In a dissenting opinion, Justice Michele Hotten argued the issue was moot because the underlying charges no longer exist.

“This case exists as a procedural zombie,” Hotten wrote. “It has been reanimated, despite its expiration. The doctrine of mootness was designed to prevent such judicial necromancy.”

The sprawling case has most recently pitted criminal justice reform efforts against the legal rights of crime victims and their families, whose voices are often at odds with a growing movement to acknowledge and correct systemic issues, including historic racism, police misconduct and prosecutorial missteps.

David Sanford, an attorney who represents the victim’s family, said the ruling “acknowledges what Hae Min Lee’s family has argued: Crime victims have a right to be heard in court.”

Erica Suter, Syed’s attorney, said in a statement that the court reached a decision “we could not disagree with more.”

“Wrongful convictions devastate the wrongly accused, their family, and the family of the victim,” Suter said. “Reinstating Adnan’s wrongful conviction does not provide Hae Min Lee’s family with justice or closure, and it takes a tremendous amount of emotional toll on Adnan’s family, who already lost a son and brother for more than two decades.”

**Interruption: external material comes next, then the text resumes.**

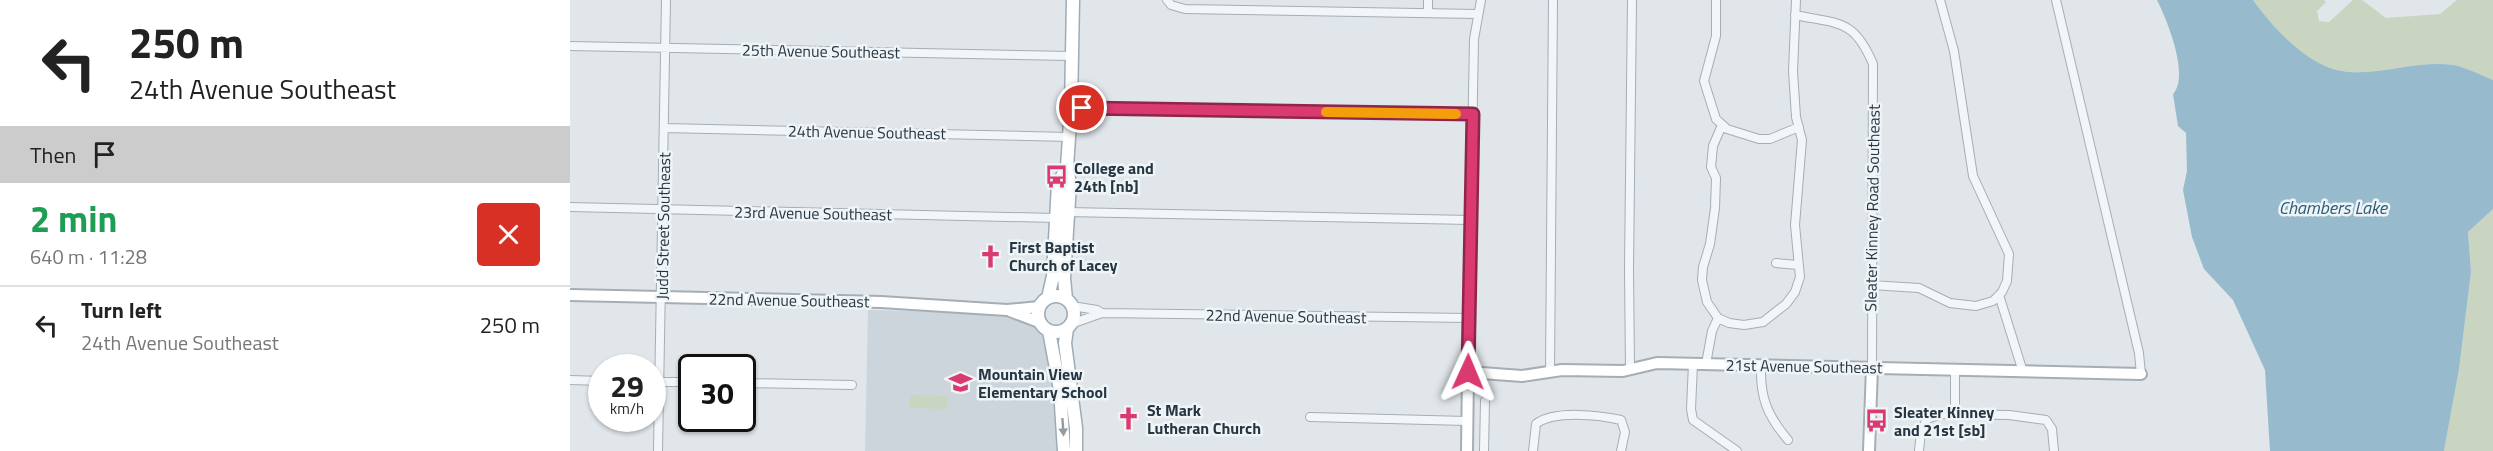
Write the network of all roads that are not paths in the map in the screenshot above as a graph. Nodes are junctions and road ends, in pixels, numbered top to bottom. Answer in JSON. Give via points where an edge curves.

Syed, 43, has maintained his innocence and has often expressed concern for Lee’s surviving relatives. The teenage girl was found strangled to death and buried in an unmarked grave in 1999. Syed was sentenced to life in prison, plus 30 years.

He was released from prison in September 2022 when a Baltimore judge overturned his conviction in response to a request from Baltimore prosecutors who said they found flaws in the evidence.

However, in March 2023, the Appellate Court of Maryland, the state’s intermediate appellate court, ordered a redo of the hearing that won Syed his freedom and reinstated his conviction. The court said the victim’s family didn’t receive adequate notice to attend the hearing in person.

Suter, Syed’s lawyer, has argued that the state did meet its obligation by allowing Young Lee to participate in the hearing via video conference.

Syed appealed his conviction’s reinstatement, and the Lee family also appealed to the Maryland Supreme Court, arguing crime victims should be given a larger role in the process.

Syed has remained free as the latest appeals wound their way through the state court system.

During oral arguments last year, his attorneys argued the Lee family’s appeal was moot because prosecutors decided not to charge him again after his conviction was vacated. And even if her brother’s rights were violated, the attorneys argued, he hasn’t demonstrated whether the alleged violation would have changed the outcome of the hearing.

This wasn’t the first time Maryland’s highest court has taken up Syed’s protracted legal odyssey.

In 2019, a divided court ruled 4-3 to deny Syed a new trial. A lower court had ordered a retrial in 2016 on grounds that Syed’s attorney, Cristina Gutierrez, didn’t contact an alibi witness and provided ineffective counsel. Gutierrez died in 2004. In November 2019, the U.S. Supreme Court declined to review the decision by Maryland’s top court.

More recently, Baltimore prosecutors reexamined Syed’s files under a Maryland law targeting so-called “juvenile lifers” because he was 17 when Hae Min Lee’s body was found. Prosecutors uncovered numerous problems, including alternative suspects and the unreliable evidence presented at trial.

Instead of reconsidering his sentence, prosecutors filed a motion to vacate Syed’s conviction entirely. They later chose not to recharge him after receiving the results of DNA testing that was conducted using more modern testing techniques than initially conducted. DNA recovered from Lee’s shoes excluded Syed as a suspect, prosecutors said.

Syed’s case was chronicled in the “Serial” podcast, which debuted in 2014 and drew millions of listeners who became armchair detectives as the series analyzed the case. The show, hosted by veteran radio producer Sarah Koenig, transformed the true-crime genre as it shattered podcast-streaming and downloading records, revealing little-known evidence and raising new questions about the case.